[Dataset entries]
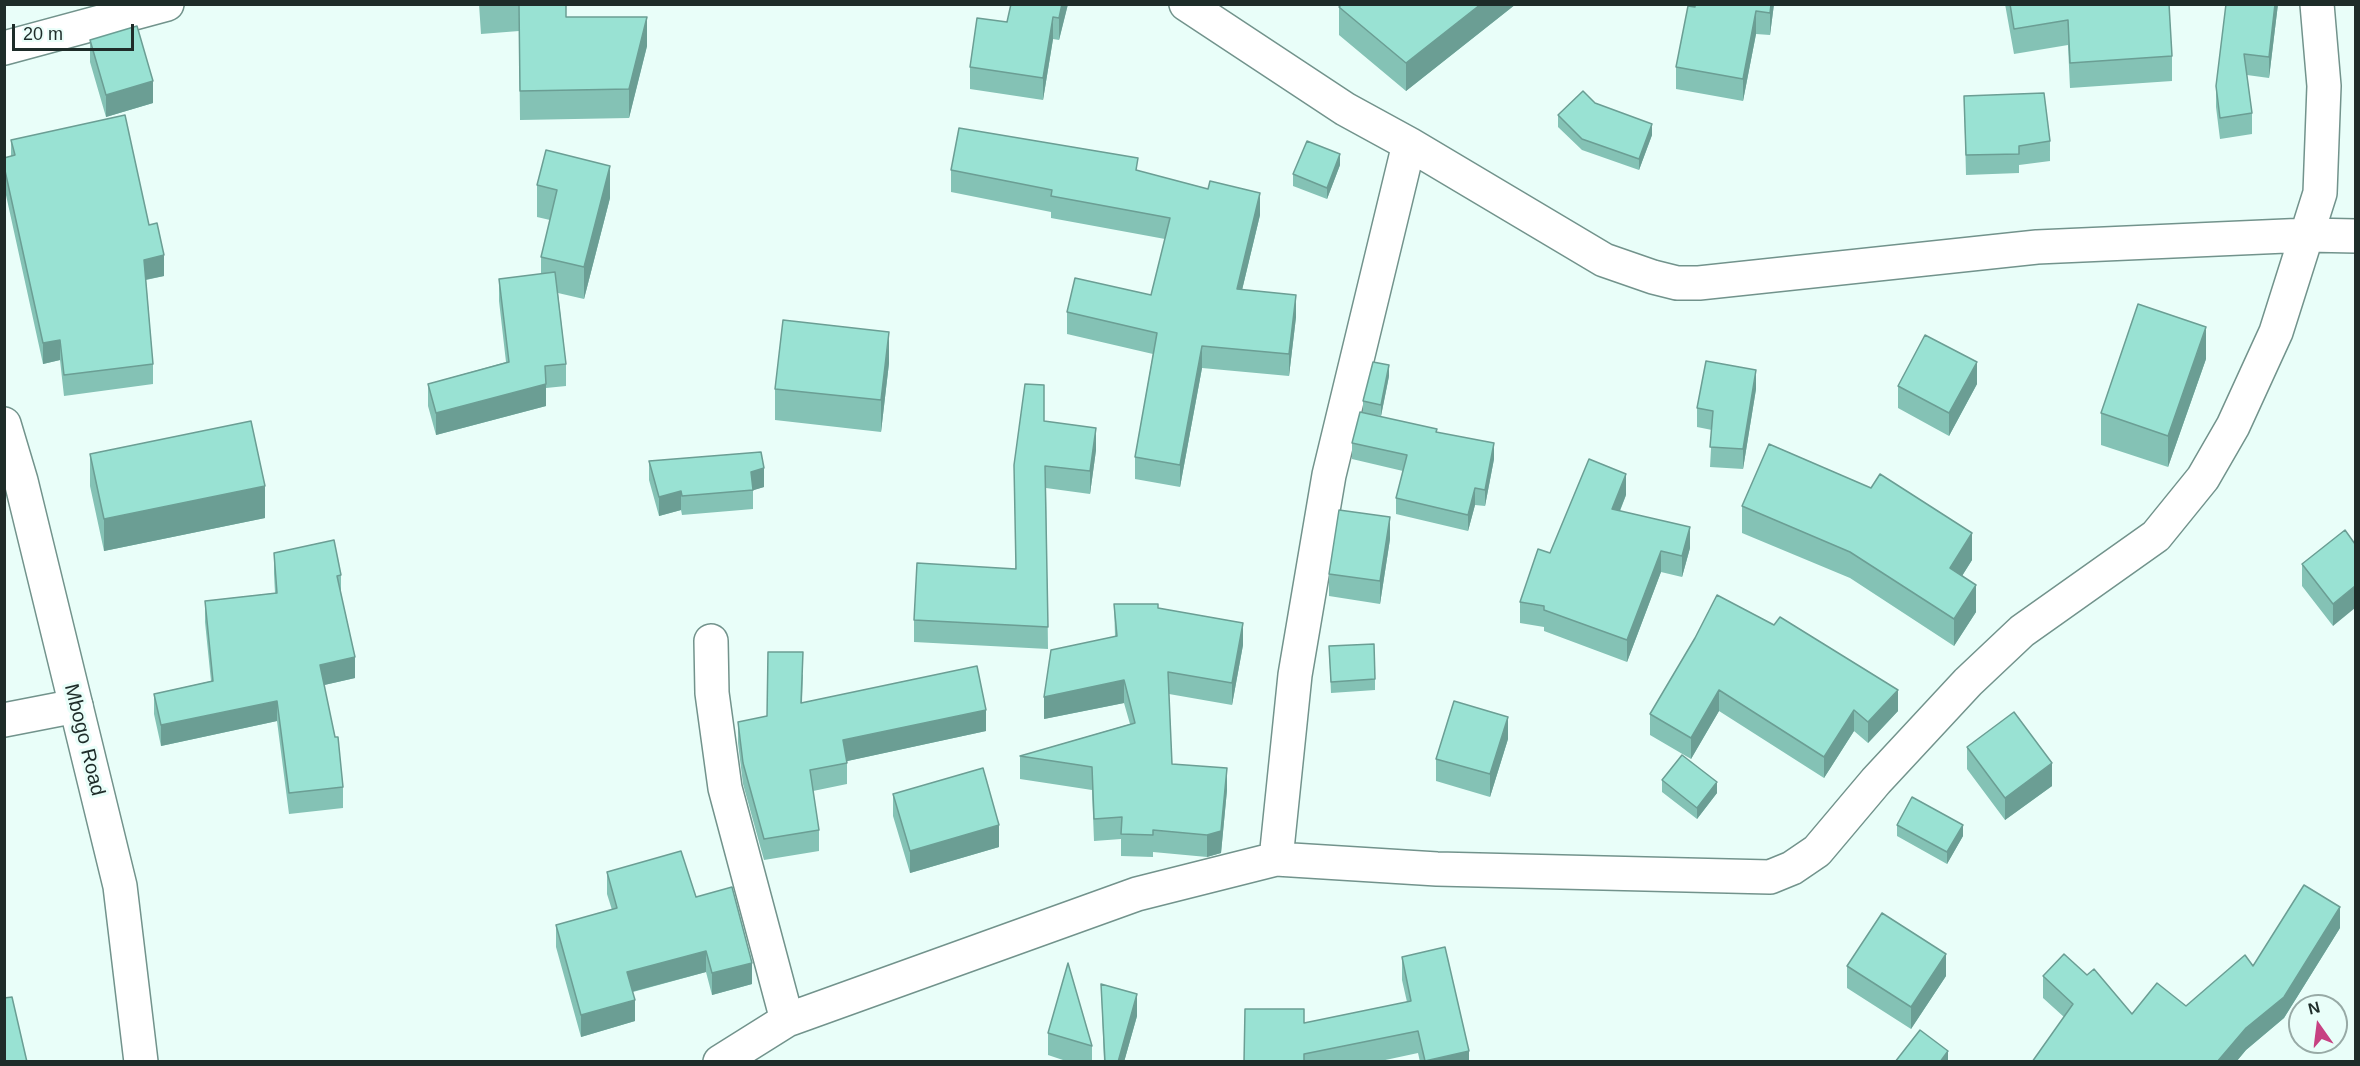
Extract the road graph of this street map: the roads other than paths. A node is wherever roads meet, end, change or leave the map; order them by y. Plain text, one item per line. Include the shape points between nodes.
1 (167, 4) edge
2 (1186, 4) edge
3 (2317, 4) edge
4 (4, 48) edge
5 (1409, 144) junction
6 (2308, 236) junction
7 (2355, 236) edge
8 (4, 424) edge
9 (711, 641) dead end
10 (76, 706) junction
11 (4, 720) edge
12 (1276, 859) junction
13 (787, 1020) junction
14 (141, 1062) edge
15 (720, 1062) edge

1 - 4 street
2 - 5 street via 1345,109
3 - 6 street via 2324,86 2320,193
5 - 6 street via 1604,260 1677,283 2037,247
5 - 12 street via 1329,475 1295,675
6 - 7 street
6 - 12 street via 2276,332 2233,426 2203,478 2156,536 2047,611 1999,652 1891,765 1817,850 1792,868 1770,877 1437,869
8 - 10 street, Mbogo Road
9 - 13 street via 712,693 725,788
10 - 11 street
10 - 14 street, Mbogo Road via 120,886
12 - 13 street via 1137,894
13 - 15 street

• _Activity_:
Transcribe every record above exactly, leaving out the pictures.

• _Task response_:
Extract the road graph of this street map: the roads other than paths. A node is wherever roads meet, end, change or leave the map; order them by y. Plain text, one item per line. Include the shape points between nodes.
1 (167, 4) edge
2 (1186, 4) edge
3 (2317, 4) edge
4 (4, 48) edge
5 (1409, 144) junction
6 (2308, 236) junction
7 (2355, 236) edge
8 (4, 424) edge
9 (711, 641) dead end
10 (76, 706) junction
11 (4, 720) edge
12 (1276, 859) junction
13 (787, 1020) junction
14 (141, 1062) edge
15 (720, 1062) edge

1 - 4 street
2 - 5 street via 1345,109
3 - 6 street via 2324,86 2320,193
5 - 6 street via 1604,260 1677,283 2037,247
5 - 12 street via 1329,475 1295,675
6 - 7 street
6 - 12 street via 2276,332 2233,426 2203,478 2156,536 2047,611 1999,652 1891,765 1817,850 1792,868 1770,877 1437,869
8 - 10 street, Mbogo Road
9 - 13 street via 712,693 725,788
10 - 11 street
10 - 14 street, Mbogo Road via 120,886
12 - 13 street via 1137,894
13 - 15 street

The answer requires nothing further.